According to our latest research, we have seen a 138% increase in investment volumes deployed by French SCPIs into the Polish real estate market when comparing Q1 2025 with Q1 2026. Furthermore, their share of total Polish commercial real estate investment volumes has increased from 2.7% to 4% year on year during that time.
While SCPIs are continuing to expand existing exposure to their core markets, particularly the UK and Spain, it appears that Poland is currently one of the hottest markets for them.
The Polish attraction
The two main reasons for this are improving market fundamentals and SCPIs’ continued aspiration to diversify. Net inflows reached €4.5 billion in 2025, up 44% year on year, with a strong final quarter totalling €1.3 billion. Capital has been concentrated in a number of leading vehicles, notably Transitions Europe, managed by Arkéa, Corum Origin and Iroko Zen, with each attracting over €500 million. This concentration reflects a clear preference for SCPIs with an international or pan-European strategy, as investors increasingly prioritise geographic diversification.
Poland, as the biggest market in Central and Eastern Europe (CEE), is the obvious entry point to the region and the country currently offers prime yields in the low 6% for hotels or office assets, which appeals. The IMF forecasts that Poland's economy will grow 3.3% in 2026, well above the figure of 1.3% for Europe as a whole, making it an attractive investment case on a regional level.

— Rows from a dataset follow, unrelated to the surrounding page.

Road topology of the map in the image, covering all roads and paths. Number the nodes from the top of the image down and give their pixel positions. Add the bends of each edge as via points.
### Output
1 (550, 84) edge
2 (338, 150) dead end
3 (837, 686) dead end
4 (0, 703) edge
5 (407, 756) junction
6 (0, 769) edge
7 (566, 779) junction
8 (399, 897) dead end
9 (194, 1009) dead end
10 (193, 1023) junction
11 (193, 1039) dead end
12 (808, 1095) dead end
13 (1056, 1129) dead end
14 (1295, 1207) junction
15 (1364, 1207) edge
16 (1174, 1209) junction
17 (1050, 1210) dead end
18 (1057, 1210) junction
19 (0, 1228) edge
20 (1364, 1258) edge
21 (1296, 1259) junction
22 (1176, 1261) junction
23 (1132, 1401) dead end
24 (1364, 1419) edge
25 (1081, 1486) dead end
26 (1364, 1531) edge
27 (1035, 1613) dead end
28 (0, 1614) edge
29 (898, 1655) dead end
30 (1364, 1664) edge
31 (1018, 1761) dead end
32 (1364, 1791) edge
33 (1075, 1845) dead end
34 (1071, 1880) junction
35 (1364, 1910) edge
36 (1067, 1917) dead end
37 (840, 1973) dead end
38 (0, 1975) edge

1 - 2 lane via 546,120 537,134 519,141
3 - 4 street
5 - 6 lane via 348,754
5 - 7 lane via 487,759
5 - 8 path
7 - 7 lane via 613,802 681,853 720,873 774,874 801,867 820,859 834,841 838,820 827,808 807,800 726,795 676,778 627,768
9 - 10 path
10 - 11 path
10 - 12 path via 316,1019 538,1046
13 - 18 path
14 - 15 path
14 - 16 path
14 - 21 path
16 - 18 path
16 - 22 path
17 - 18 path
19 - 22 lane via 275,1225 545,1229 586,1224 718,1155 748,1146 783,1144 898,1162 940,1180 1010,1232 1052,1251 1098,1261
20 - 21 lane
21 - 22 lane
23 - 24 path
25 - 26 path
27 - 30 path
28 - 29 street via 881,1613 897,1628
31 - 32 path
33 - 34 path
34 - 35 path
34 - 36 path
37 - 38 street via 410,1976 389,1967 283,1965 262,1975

French occupiers have extra appeal
In terms of assets, we are seeing a slight preference for buildings which house French tenants or brands. The reason for this is that it appeals to investors back in France when they know their money is connected to a well-known company abroad. Furthermore, Poland has some of the most modern office and logistics stock in Europe, with the vast majority of logistics assets (close to 50% of total stock) built in the last six years. This is a further pull factor as the buildings can, again, be showcased as some of the best in Europe to investors back home. As the year progresses we expect this investor group to continue to invest across asset classes and regions and it looks like Poland will benefit from significant interest from SCPIs.